» Task goal
Please go through the listing below and count the lines where the string "roads" appears. Answer with the number only.

» Records shown
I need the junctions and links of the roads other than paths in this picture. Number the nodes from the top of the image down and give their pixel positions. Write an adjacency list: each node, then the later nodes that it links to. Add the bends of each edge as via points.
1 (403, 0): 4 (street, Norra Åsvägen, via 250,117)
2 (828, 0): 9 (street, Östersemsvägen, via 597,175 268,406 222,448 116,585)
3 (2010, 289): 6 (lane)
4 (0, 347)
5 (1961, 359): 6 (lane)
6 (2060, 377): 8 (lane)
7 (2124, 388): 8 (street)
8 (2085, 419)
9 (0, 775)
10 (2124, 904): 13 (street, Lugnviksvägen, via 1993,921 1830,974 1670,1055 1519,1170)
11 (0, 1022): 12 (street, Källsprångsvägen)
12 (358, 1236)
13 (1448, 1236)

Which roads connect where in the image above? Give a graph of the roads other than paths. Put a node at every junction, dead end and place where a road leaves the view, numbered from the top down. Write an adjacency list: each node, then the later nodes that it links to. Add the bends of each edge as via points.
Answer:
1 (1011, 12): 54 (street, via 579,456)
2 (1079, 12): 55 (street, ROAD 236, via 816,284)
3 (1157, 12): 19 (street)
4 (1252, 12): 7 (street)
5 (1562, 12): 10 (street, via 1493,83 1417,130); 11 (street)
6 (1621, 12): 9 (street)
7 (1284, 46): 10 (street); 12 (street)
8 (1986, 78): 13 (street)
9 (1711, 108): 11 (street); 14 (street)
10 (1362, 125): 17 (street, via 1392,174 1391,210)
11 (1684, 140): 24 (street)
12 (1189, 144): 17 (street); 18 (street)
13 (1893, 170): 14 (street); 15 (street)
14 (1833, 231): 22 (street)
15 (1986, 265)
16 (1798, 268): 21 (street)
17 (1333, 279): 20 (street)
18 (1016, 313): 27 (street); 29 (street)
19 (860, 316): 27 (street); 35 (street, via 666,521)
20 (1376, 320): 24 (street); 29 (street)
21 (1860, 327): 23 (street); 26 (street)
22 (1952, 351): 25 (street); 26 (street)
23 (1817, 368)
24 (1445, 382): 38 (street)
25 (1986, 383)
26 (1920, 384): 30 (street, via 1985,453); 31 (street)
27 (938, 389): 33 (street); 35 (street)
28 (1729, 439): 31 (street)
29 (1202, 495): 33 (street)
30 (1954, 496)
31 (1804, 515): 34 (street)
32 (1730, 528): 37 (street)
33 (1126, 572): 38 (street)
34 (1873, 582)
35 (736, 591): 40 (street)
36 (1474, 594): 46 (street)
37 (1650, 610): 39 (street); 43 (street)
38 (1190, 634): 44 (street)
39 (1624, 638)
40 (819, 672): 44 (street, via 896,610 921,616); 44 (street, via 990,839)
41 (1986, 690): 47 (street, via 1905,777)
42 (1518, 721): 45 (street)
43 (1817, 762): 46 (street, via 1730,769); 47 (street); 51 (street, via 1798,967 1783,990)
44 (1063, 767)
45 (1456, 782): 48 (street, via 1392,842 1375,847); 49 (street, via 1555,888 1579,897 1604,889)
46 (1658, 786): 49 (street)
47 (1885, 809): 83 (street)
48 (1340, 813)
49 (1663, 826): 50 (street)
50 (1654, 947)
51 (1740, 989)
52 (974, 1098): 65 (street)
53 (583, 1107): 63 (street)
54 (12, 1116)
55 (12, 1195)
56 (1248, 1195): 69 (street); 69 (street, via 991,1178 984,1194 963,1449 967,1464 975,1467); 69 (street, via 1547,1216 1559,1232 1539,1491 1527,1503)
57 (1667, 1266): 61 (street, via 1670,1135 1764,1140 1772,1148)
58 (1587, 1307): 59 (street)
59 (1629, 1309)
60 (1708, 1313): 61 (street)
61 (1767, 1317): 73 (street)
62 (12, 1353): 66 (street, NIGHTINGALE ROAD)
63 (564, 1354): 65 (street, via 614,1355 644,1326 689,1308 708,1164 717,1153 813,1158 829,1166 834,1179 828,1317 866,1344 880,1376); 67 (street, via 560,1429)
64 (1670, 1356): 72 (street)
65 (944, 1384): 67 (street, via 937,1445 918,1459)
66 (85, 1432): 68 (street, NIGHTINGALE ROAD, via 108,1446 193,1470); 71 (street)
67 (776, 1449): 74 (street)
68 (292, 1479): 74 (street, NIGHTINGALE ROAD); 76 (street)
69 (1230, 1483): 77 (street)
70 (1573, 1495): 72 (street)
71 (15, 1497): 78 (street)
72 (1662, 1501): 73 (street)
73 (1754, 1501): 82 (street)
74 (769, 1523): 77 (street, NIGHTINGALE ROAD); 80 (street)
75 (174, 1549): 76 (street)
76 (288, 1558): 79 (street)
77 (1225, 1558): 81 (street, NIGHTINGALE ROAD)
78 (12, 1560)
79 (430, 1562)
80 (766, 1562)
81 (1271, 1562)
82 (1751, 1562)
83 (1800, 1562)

» Answer section
2